First Aid for the desert:

  • Heat related illnesses - heat exhaustion and heat stroke

    • Heat related emergencies are common in Arizona, affecting over 3000 people per year, and can be fatal.

    • Heat exhaustion:  symptoms include muscle cramps, dizziness, confusion, sweating, fast heart rate or breathing, thirst, nausea/vomiting, fainting

    • Heat stroke is more serious.  Symptoms include high body temperature, rapid, weak breathing and pulse, confusion, dry skin, seizures, loss of consciousness

    • What to do:

      • Seek medical attention, call 911 if needed

      • Find shade

      • Get off the ground, which can be 30 degrees hotter than the air

      • Apply cool, wet towels to face, neck, chest, limbs

      • Slowly hydrate with cool water or sports drinks

    • Prevention is best. Sometimes, it’s just too hot to fly, especially over unpopulated areas.

    • For more information:

  • Dehydration

    • Dehydration can occur rapidly in our hot, dry climate

    • Symptoms include: thirst, dry mouth, muscle cramps, dark or absent urine, headache, dizziness, fainting, rapid heart rate and breathing

    • What to do:  slow oral re-hydration with water or sports drinks, seek medical attention if severe, as IV fluids may be needed.

    • Prevent by staying hydrated in flight and after landing.

  • Animal bites and stings

    • Arizona is home to numerous dangerous animals:  rattlesnakes, Gila monsters, scorpions, tarantulas, and others.

    • Respect the wildlife, and keep your distance.  Watch where you step and sit.  If bitten/stung, seek medical attention.

    • September is snake season. If bitten, do not use a tourniquet or attempt to suck out the venom.  Clean the area of the bite, remove jewelry, and seek immediate medical attention.

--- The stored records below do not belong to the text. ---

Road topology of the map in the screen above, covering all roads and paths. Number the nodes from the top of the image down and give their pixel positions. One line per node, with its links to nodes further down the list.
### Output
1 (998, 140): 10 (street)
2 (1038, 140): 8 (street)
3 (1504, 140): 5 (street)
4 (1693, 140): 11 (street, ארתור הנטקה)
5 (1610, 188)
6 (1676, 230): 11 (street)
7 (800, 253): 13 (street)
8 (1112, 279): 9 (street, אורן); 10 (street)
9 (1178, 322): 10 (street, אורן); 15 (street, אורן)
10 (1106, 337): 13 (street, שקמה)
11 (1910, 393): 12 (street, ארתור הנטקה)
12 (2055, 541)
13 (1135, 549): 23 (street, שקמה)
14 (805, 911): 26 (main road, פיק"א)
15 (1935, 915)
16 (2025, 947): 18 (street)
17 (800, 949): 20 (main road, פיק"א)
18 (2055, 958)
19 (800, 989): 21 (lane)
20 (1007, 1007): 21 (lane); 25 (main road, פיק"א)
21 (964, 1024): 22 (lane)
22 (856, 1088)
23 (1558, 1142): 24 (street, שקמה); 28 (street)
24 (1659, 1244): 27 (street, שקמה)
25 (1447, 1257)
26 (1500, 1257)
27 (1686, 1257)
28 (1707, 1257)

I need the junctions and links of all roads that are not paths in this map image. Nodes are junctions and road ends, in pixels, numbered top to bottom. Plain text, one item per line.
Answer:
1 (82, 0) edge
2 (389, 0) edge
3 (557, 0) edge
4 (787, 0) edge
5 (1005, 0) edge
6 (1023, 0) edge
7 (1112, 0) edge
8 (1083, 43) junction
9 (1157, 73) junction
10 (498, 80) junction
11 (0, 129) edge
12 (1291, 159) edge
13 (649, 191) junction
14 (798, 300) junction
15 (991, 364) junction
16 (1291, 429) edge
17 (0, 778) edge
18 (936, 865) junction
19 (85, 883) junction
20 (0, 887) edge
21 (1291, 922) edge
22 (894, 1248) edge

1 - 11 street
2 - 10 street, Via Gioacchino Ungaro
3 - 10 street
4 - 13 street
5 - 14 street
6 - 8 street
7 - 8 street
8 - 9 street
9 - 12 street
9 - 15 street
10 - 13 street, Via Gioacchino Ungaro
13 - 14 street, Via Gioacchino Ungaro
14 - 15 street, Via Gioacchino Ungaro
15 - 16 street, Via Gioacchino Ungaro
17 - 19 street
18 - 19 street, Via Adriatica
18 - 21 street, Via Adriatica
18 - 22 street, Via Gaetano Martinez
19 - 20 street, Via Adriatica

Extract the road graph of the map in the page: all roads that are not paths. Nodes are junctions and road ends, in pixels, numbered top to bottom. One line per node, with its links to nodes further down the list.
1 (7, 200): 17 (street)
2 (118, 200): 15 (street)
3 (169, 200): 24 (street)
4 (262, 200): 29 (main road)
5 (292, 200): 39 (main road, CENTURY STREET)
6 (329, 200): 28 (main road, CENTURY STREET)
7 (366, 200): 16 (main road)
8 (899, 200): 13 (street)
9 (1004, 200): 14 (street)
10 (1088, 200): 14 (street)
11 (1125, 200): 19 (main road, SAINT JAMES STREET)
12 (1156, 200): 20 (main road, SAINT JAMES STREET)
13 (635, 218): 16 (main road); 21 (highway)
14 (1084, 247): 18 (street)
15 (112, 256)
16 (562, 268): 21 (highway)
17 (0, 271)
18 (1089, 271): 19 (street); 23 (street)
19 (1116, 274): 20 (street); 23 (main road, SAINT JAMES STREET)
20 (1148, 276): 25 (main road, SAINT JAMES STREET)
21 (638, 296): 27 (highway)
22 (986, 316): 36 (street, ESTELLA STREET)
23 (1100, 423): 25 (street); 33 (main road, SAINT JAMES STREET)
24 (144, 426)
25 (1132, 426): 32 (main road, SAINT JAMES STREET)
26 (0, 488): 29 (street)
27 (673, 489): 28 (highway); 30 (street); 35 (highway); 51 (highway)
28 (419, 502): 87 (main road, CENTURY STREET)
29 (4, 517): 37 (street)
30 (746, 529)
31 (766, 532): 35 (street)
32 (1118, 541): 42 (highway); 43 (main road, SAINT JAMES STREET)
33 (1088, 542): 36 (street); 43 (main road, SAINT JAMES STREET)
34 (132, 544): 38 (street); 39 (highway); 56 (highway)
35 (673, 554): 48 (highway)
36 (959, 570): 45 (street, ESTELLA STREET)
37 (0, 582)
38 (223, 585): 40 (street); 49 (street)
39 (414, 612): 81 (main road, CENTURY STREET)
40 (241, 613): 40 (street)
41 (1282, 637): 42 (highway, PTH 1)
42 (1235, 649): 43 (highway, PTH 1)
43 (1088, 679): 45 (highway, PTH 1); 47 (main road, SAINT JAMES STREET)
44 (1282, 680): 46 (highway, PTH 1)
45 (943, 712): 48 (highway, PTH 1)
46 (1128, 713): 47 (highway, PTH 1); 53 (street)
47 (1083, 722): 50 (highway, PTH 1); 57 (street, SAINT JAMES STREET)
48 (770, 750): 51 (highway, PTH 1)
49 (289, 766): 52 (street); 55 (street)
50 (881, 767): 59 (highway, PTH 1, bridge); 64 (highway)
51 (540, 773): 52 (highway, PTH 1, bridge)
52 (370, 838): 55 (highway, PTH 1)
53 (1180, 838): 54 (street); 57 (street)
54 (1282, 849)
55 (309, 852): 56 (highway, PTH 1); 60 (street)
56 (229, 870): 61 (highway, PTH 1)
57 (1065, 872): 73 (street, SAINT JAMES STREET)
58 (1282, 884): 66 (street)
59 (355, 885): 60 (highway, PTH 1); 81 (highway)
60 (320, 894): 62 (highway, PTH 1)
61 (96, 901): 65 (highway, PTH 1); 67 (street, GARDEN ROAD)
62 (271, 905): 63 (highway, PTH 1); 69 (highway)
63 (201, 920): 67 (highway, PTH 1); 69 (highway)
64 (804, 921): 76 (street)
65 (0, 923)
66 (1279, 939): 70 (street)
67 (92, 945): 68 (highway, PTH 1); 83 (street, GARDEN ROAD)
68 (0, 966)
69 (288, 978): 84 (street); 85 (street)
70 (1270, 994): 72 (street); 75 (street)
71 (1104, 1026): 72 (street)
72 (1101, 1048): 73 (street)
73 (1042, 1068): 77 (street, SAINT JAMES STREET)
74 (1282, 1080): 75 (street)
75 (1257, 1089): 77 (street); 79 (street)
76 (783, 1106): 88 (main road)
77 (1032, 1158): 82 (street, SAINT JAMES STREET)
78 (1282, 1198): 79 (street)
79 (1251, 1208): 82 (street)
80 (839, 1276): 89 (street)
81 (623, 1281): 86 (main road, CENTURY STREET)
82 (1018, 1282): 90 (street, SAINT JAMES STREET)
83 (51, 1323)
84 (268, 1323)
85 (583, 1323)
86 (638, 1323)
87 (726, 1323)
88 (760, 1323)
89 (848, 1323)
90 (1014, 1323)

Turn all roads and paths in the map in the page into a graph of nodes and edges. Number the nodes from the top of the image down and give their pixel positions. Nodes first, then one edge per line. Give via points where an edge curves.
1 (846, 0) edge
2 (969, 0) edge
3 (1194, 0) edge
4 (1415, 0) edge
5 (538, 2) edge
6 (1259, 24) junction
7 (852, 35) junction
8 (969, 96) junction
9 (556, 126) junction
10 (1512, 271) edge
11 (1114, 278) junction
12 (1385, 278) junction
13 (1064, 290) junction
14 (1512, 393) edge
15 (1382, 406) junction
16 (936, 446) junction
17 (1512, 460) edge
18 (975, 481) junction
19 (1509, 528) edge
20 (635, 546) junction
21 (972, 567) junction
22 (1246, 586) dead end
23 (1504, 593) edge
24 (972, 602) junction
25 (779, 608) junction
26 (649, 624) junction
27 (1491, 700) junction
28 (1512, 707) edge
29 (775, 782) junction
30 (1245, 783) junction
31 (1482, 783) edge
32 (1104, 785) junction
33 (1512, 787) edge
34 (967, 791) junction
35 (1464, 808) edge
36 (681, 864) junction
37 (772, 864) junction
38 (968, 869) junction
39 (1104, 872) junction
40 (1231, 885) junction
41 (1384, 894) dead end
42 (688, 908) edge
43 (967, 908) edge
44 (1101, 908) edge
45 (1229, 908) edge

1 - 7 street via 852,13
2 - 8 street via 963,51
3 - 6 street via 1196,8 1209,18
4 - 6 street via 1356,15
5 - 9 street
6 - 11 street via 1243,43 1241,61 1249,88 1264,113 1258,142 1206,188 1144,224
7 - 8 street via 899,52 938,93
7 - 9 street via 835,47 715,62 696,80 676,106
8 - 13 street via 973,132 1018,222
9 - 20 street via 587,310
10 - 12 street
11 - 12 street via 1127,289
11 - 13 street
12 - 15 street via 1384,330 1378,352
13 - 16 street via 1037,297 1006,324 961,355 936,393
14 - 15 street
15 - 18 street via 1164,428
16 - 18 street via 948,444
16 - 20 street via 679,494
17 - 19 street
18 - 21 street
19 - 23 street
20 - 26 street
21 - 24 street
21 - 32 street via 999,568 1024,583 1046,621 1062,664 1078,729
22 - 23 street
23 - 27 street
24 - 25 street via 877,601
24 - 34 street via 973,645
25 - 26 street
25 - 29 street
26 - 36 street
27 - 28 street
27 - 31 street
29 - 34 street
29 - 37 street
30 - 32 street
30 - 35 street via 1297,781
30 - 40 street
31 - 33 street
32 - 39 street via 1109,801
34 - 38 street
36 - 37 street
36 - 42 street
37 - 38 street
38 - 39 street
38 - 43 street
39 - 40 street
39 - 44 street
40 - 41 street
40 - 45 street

    • Scorpion stings cause pain, and sometimes numbness or tingling at the site, and may be treated with cool compresses and over the counter pain medications.  If symptoms of an allergic reaction occur, seek immediate medical attention.

  • Cactus 

    • Treat embedded cactus needles as you would splinters. Remove with tweezers or duct tape. If you meet a cholla, isolate the affected area to avoid having the hair-like needles move to your hands or face.